* Work order
In the entries below, find the lines with the word "junction" and copy them.

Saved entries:
-*-

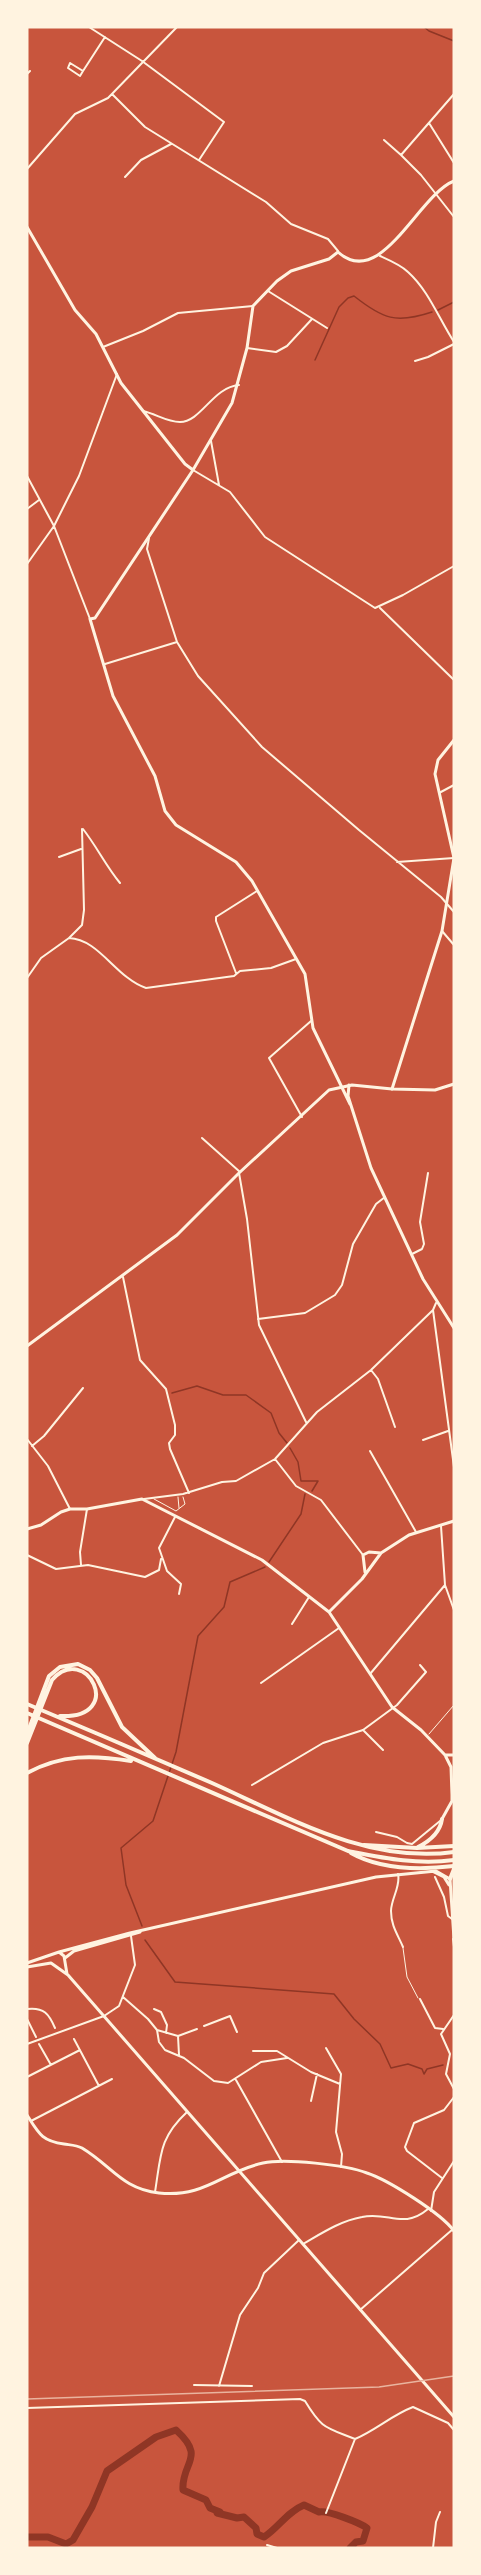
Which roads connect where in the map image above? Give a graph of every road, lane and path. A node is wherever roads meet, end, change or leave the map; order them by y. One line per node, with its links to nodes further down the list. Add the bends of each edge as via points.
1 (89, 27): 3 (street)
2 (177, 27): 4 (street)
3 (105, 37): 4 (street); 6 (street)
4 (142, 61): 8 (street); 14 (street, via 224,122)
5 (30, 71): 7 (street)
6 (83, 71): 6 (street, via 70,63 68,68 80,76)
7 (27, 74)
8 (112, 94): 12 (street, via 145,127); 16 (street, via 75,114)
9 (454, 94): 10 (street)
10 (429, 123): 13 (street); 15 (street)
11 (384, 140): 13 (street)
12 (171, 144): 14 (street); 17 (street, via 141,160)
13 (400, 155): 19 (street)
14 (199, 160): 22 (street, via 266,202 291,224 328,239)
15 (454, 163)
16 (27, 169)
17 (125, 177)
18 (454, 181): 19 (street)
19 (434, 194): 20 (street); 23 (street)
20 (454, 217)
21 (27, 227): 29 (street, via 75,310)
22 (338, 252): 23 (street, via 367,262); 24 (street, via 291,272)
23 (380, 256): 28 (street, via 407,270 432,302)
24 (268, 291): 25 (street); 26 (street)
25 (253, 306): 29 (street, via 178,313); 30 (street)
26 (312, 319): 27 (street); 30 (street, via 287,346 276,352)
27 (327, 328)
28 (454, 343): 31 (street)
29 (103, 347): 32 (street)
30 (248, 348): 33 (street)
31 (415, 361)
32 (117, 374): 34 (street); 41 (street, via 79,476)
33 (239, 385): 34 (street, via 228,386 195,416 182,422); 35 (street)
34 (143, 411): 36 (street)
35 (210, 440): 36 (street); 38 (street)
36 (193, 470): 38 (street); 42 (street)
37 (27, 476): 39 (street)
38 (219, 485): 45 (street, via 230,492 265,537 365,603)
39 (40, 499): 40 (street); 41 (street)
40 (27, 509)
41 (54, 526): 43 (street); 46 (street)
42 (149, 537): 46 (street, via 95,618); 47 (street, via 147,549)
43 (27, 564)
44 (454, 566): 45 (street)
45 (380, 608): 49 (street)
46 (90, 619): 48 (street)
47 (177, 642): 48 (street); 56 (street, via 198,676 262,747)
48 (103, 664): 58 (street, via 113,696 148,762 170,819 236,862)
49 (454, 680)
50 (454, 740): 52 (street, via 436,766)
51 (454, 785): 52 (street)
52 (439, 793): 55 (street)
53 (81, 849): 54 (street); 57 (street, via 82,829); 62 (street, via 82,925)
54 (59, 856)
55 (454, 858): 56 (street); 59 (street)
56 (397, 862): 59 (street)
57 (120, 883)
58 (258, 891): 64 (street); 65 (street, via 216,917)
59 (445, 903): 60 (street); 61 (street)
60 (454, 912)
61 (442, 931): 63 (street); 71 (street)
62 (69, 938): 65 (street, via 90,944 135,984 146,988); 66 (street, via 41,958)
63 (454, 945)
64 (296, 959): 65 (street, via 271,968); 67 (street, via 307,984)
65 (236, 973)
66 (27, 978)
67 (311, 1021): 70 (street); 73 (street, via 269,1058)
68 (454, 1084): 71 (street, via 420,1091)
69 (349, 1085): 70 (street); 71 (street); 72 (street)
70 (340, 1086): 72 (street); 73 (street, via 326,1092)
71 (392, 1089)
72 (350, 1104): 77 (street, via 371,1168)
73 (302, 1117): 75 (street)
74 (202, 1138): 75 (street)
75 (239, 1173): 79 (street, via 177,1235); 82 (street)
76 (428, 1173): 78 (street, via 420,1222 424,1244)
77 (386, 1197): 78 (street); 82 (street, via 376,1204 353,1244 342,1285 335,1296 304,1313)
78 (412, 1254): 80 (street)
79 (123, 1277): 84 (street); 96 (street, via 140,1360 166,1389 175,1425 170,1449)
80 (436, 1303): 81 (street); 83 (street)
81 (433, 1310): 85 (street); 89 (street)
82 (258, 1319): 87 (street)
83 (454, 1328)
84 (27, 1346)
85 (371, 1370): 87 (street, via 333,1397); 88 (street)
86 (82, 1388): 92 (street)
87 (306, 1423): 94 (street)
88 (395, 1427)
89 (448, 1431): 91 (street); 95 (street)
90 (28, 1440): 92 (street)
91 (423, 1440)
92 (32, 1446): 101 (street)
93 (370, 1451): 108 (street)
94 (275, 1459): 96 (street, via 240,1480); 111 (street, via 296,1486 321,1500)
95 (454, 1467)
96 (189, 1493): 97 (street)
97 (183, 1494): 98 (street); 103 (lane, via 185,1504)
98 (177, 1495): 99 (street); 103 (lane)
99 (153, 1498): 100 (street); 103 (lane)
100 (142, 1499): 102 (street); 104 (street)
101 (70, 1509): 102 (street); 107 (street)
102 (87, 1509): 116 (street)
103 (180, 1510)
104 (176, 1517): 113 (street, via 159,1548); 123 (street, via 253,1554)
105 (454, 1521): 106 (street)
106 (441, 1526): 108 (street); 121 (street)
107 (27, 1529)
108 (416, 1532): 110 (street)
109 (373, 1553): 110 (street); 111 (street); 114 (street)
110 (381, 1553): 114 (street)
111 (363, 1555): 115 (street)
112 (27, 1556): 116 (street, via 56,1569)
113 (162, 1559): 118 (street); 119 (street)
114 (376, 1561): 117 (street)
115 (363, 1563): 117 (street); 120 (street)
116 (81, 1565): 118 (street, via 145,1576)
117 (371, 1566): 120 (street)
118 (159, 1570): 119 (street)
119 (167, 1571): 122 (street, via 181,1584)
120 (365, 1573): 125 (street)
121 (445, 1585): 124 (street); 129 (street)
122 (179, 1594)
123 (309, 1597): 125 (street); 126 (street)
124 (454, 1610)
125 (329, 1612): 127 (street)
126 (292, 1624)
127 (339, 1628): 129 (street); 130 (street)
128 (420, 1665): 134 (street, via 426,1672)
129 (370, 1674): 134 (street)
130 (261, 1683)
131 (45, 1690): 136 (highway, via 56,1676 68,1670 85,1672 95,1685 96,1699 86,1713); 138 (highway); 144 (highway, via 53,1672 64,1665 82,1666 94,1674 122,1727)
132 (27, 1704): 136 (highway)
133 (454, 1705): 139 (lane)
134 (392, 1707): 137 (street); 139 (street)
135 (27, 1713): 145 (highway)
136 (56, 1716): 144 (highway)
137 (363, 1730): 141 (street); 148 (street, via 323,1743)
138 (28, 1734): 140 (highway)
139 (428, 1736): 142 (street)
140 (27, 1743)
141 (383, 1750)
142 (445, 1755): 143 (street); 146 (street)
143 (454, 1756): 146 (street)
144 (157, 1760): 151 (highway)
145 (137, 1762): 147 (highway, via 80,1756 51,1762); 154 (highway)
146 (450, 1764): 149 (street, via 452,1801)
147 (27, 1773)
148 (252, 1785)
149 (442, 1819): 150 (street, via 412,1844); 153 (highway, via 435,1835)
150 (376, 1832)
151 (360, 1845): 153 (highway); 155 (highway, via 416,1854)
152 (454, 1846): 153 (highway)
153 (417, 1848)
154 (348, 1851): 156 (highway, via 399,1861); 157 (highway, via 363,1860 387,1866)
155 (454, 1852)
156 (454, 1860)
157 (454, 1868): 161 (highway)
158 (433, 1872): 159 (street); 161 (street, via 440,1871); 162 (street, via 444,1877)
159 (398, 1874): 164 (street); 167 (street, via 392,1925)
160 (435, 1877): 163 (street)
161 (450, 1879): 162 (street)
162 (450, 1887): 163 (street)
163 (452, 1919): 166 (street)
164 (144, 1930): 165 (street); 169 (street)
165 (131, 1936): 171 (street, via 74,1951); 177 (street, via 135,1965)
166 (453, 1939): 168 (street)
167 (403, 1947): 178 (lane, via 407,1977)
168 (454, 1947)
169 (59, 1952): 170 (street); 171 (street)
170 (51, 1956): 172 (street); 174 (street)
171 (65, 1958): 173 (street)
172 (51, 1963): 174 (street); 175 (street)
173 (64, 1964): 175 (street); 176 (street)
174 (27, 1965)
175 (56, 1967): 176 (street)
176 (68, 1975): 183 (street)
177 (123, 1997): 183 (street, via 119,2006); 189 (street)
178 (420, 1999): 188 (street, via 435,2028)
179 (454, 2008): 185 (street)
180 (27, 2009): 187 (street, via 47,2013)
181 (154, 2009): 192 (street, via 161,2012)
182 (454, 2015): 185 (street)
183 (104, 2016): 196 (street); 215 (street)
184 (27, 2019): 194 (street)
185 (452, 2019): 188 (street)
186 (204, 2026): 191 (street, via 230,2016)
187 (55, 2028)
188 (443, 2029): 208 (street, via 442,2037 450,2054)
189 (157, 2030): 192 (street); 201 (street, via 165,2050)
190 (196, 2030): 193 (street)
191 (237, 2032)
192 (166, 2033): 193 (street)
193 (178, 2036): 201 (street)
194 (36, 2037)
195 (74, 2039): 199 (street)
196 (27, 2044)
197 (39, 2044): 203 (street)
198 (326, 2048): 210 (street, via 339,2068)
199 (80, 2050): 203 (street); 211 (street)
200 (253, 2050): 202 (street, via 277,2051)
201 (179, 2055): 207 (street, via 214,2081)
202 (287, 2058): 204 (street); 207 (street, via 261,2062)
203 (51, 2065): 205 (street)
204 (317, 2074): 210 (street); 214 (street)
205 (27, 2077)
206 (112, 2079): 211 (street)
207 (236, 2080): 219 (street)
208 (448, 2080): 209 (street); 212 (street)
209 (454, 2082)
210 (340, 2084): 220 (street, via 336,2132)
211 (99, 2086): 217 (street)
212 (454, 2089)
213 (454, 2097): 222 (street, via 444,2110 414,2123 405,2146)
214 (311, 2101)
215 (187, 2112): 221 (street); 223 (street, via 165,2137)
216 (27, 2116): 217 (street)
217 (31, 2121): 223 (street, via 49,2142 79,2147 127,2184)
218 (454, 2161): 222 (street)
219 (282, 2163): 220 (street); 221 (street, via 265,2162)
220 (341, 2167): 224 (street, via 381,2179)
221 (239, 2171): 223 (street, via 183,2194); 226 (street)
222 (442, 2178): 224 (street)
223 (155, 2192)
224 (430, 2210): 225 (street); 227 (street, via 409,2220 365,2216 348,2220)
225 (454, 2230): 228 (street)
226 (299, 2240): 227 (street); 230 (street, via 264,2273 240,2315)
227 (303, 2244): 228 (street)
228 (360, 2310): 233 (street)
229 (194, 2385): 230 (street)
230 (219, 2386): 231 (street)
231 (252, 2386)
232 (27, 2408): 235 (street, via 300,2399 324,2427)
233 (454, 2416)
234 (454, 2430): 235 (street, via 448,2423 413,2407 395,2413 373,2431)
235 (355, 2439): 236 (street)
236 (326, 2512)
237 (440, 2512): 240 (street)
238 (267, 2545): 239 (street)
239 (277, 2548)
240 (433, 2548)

-*-

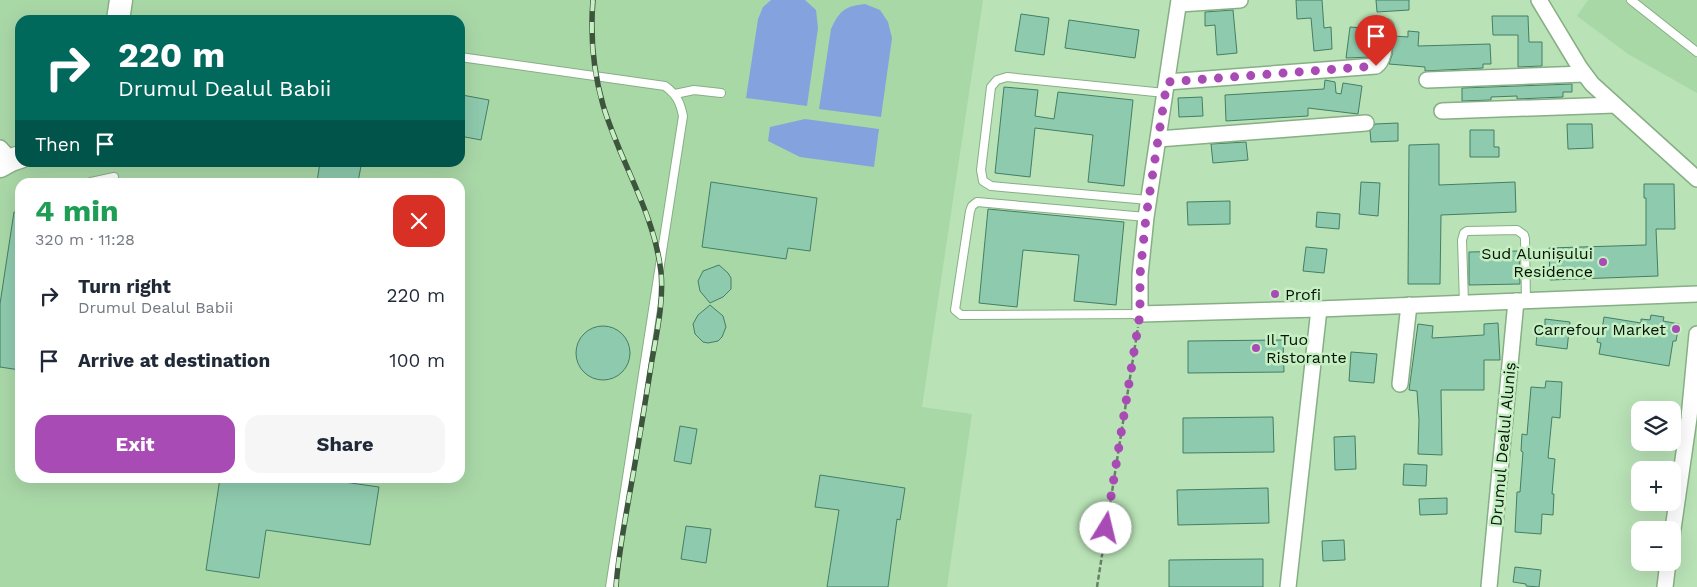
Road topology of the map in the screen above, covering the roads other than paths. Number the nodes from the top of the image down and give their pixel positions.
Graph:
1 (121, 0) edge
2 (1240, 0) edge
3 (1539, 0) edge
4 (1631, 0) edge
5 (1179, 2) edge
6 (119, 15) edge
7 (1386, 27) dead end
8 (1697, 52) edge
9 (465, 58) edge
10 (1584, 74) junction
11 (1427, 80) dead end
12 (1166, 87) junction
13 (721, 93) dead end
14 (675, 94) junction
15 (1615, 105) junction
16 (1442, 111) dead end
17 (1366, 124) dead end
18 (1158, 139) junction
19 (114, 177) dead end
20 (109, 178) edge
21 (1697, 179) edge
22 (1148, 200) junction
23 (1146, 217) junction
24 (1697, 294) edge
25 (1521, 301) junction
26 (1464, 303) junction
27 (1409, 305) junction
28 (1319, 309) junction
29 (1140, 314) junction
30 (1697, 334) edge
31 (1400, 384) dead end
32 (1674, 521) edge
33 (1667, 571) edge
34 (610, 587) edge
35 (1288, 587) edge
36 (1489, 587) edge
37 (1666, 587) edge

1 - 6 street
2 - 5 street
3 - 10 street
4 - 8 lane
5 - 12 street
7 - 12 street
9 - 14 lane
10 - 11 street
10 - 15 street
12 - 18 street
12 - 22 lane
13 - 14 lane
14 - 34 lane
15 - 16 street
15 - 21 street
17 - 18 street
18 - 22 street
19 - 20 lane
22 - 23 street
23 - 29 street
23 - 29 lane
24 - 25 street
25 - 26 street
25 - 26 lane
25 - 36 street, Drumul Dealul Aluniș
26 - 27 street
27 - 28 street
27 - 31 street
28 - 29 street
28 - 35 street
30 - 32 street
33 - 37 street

-*-

* Output of the task
10 (1584, 74) junction
12 (1166, 87) junction
14 (675, 94) junction
15 (1615, 105) junction
18 (1158, 139) junction
22 (1148, 200) junction
23 (1146, 217) junction
25 (1521, 301) junction
26 (1464, 303) junction
27 (1409, 305) junction
28 (1319, 309) junction
29 (1140, 314) junction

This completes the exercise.